EXERCISE DESCRIPTION: Once the pictures are set aside, print the records that follow exactly as written.

»»

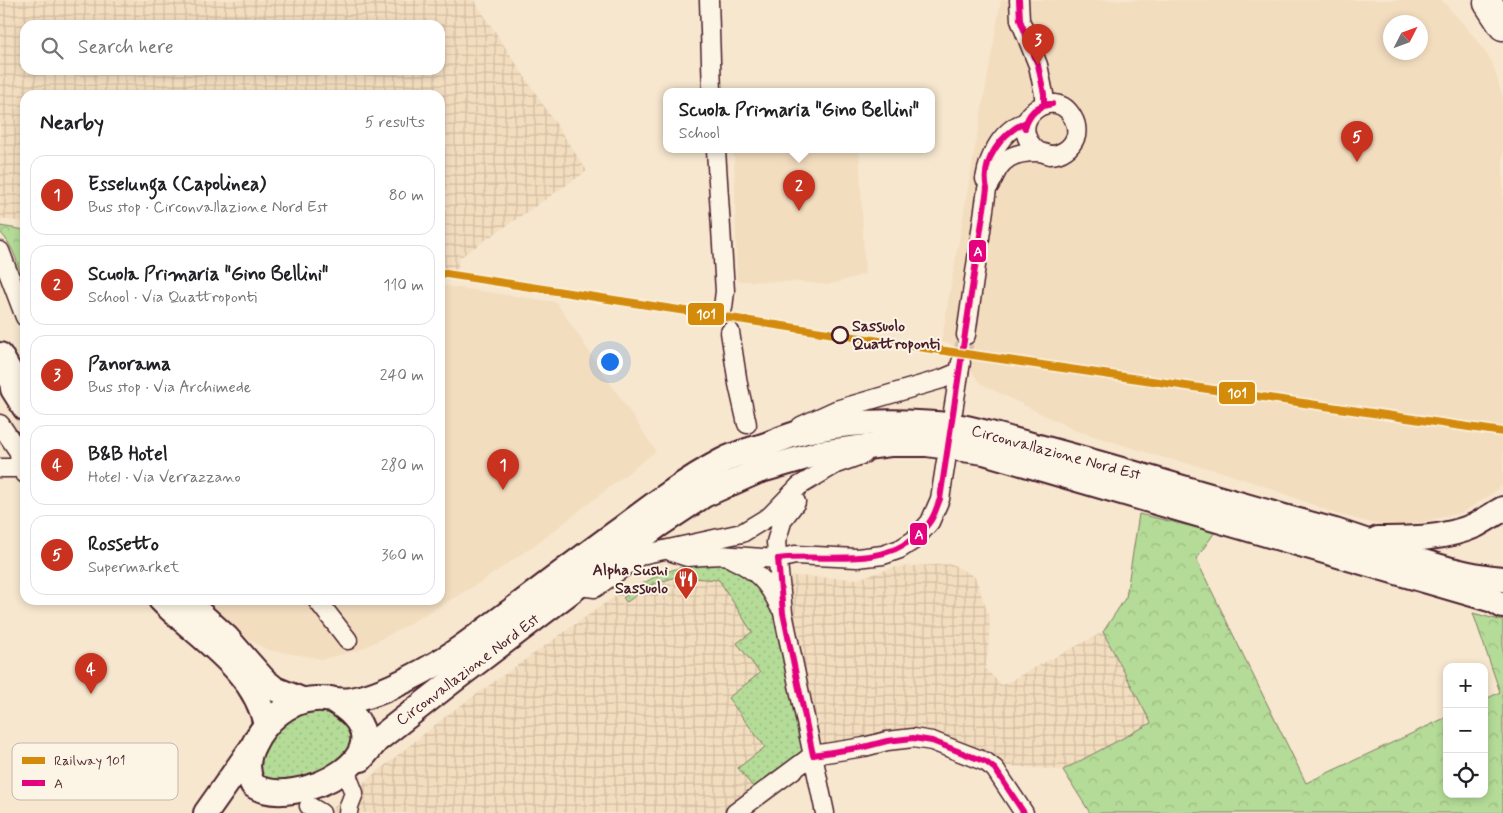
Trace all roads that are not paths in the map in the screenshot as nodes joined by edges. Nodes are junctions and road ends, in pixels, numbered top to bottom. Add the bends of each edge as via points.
1 (709, 0) edge
2 (1019, 0) edge
3 (1491, 3) edge
4 (1503, 26) edge
5 (712, 88) edge
6 (1044, 105) junction
7 (1026, 122) junction
8 (1039, 152) junction
9 (716, 153) edge
10 (987, 188) junction
11 (0, 251) edge
12 (20, 304) edge
13 (723, 308) dead end
14 (730, 332) dead end
15 (966, 335) tunnel mouth
16 (12, 372) edge
17 (20, 400) edge
18 (953, 411) dead end
19 (0, 424) edge
20 (747, 424) dead end
21 (784, 438) junction
22 (890, 444) junction
23 (20, 458) edge
24 (946, 461) dead end
25 (0, 468) edge
26 (20, 471) edge
27 (812, 477) junction
28 (1503, 509) edge
29 (1371, 543) junction
30 (667, 549) junction
31 (720, 554) junction
32 (778, 559) junction
33 (1503, 579) edge
34 (579, 586) junction
35 (166, 605) edge
36 (191, 605) edge
37 (321, 605) edge
38 (1503, 606) edge
39 (783, 614) junction
40 (348, 640) dead end
41 (331, 699) junction
42 (302, 700) junction
43 (266, 726) junction
44 (249, 752) junction
45 (813, 756) junction
46 (361, 759) junction
47 (349, 780) junction
48 (315, 809) edge
49 (280, 810) edge
50 (206, 813) edge
51 (348, 813) edge
52 (736, 813) edge
53 (825, 813) edge
54 (1024, 813) edge

1 - 5 street
2 - 6 street via 1020,20 1038,65
3 - 4 main road
6 - 7 street via 1036,108
6 - 8 street via 1058,104 1065,108 1071,113 1077,128 1072,144 1066,150 1053,155
7 - 8 street via 1028,139
7 - 10 street via 1016,125 993,151 984,183
8 - 10 street via 1010,157 996,169
9 - 13 street via 725,291
10 - 15 street
11 - 12 street
14 - 20 street
16 - 17 main road via 13,389
18 - 21 street via 960,367 942,379 836,410 802,425
19 - 23 street
21 - 29 main road, Circonvallazione Nord Est via 811,430 858,424 960,426
21 - 41 main road, Circonvallazione Nord Est via 721,462 668,494 440,663 382,691 350,701
22 - 27 street, Circonvallazione Nord Est via 836,464
22 - 34 main road, Circonvallazione Nord Est via 820,453 758,471 704,495 657,526
22 - 38 main road, Circonvallazione Nord Est via 927,444 984,452 1493,600
24 - 32 street via 940,499 930,522 914,540 900,549 857,558 795,555
25 - 26 street
27 - 30 street, Circonvallazione Nord Est via 798,486 770,516 742,533
27 - 32 street via 808,488 783,519 776,542
28 - 29 main road, Circonvallazione Nord Est via 1475,525 1448,534 1420,539 1378,539
29 - 33 main road, Circonvallazione Nord Est via 1377,548 1452,569
30 - 31 street via 675,555 688,557
30 - 34 street, Circonvallazione Nord Est via 641,555 595,588
31 - 32 street
31 - 39 street via 748,566 760,577
32 - 39 street
34 - 46 main road, Circonvallazione Nord Est via 377,740
35 - 43 main road via 242,677 261,707
36 - 42 main road via 227,638 264,680
37 - 40 street
39 - 45 street
41 - 42 main road, Circonvallazione Nord Est
41 - 46 main road, Circonvallazione Nord Est via 352,714 362,730 365,745
42 - 43 main road, Circonvallazione Nord Est via 276,715
43 - 44 main road, Circonvallazione Nord Est
44 - 49 main road, Circonvallazione Nord Est via 249,775 254,786
44 - 50 main road, Circonvallazione Nord Est
45 - 52 street
45 - 53 street
45 - 54 street via 887,741 913,738 932,741 995,768
46 - 47 main road, Circonvallazione Nord Est
47 - 48 main road, Circonvallazione Nord Est
47 - 51 street via 354,793
48 - 49 main road, Circonvallazione Nord Est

««

EXERCISE RESPONSE:
Trace all roads that are not paths in the map in the screenshot as nodes joined by edges. Nodes are junctions and road ends, in pixels, numbered top to bottom. Add the bends of each edge as via points.
1 (709, 0) edge
2 (1019, 0) edge
3 (1491, 3) edge
4 (1503, 26) edge
5 (712, 88) edge
6 (1044, 105) junction
7 (1026, 122) junction
8 (1039, 152) junction
9 (716, 153) edge
10 (987, 188) junction
11 (0, 251) edge
12 (20, 304) edge
13 (723, 308) dead end
14 (730, 332) dead end
15 (966, 335) tunnel mouth
16 (12, 372) edge
17 (20, 400) edge
18 (953, 411) dead end
19 (0, 424) edge
20 (747, 424) dead end
21 (784, 438) junction
22 (890, 444) junction
23 (20, 458) edge
24 (946, 461) dead end
25 (0, 468) edge
26 (20, 471) edge
27 (812, 477) junction
28 (1503, 509) edge
29 (1371, 543) junction
30 (667, 549) junction
31 (720, 554) junction
32 (778, 559) junction
33 (1503, 579) edge
34 (579, 586) junction
35 (166, 605) edge
36 (191, 605) edge
37 (321, 605) edge
38 (1503, 606) edge
39 (783, 614) junction
40 (348, 640) dead end
41 (331, 699) junction
42 (302, 700) junction
43 (266, 726) junction
44 (249, 752) junction
45 (813, 756) junction
46 (361, 759) junction
47 (349, 780) junction
48 (315, 809) edge
49 (280, 810) edge
50 (206, 813) edge
51 (348, 813) edge
52 (736, 813) edge
53 (825, 813) edge
54 (1024, 813) edge

1 - 5 street
2 - 6 street via 1020,20 1038,65
3 - 4 main road
6 - 7 street via 1036,108
6 - 8 street via 1058,104 1065,108 1071,113 1077,128 1072,144 1066,150 1053,155
7 - 8 street via 1028,139
7 - 10 street via 1016,125 993,151 984,183
8 - 10 street via 1010,157 996,169
9 - 13 street via 725,291
10 - 15 street
11 - 12 street
14 - 20 street
16 - 17 main road via 13,389
18 - 21 street via 960,367 942,379 836,410 802,425
19 - 23 street
21 - 29 main road, Circonvallazione Nord Est via 811,430 858,424 960,426
21 - 41 main road, Circonvallazione Nord Est via 721,462 668,494 440,663 382,691 350,701
22 - 27 street, Circonvallazione Nord Est via 836,464
22 - 34 main road, Circonvallazione Nord Est via 820,453 758,471 704,495 657,526
22 - 38 main road, Circonvallazione Nord Est via 927,444 984,452 1493,600
24 - 32 street via 940,499 930,522 914,540 900,549 857,558 795,555
25 - 26 street
27 - 30 street, Circonvallazione Nord Est via 798,486 770,516 742,533
27 - 32 street via 808,488 783,519 776,542
28 - 29 main road, Circonvallazione Nord Est via 1475,525 1448,534 1420,539 1378,539
29 - 33 main road, Circonvallazione Nord Est via 1377,548 1452,569
30 - 31 street via 675,555 688,557
30 - 34 street, Circonvallazione Nord Est via 641,555 595,588
31 - 32 street
31 - 39 street via 748,566 760,577
32 - 39 street
34 - 46 main road, Circonvallazione Nord Est via 377,740
35 - 43 main road via 242,677 261,707
36 - 42 main road via 227,638 264,680
37 - 40 street
39 - 45 street
41 - 42 main road, Circonvallazione Nord Est
41 - 46 main road, Circonvallazione Nord Est via 352,714 362,730 365,745
42 - 43 main road, Circonvallazione Nord Est via 276,715
43 - 44 main road, Circonvallazione Nord Est
44 - 49 main road, Circonvallazione Nord Est via 249,775 254,786
44 - 50 main road, Circonvallazione Nord Est
45 - 52 street
45 - 53 street
45 - 54 street via 887,741 913,738 932,741 995,768
46 - 47 main road, Circonvallazione Nord Est
47 - 48 main road, Circonvallazione Nord Est
47 - 51 street via 354,793
48 - 49 main road, Circonvallazione Nord Est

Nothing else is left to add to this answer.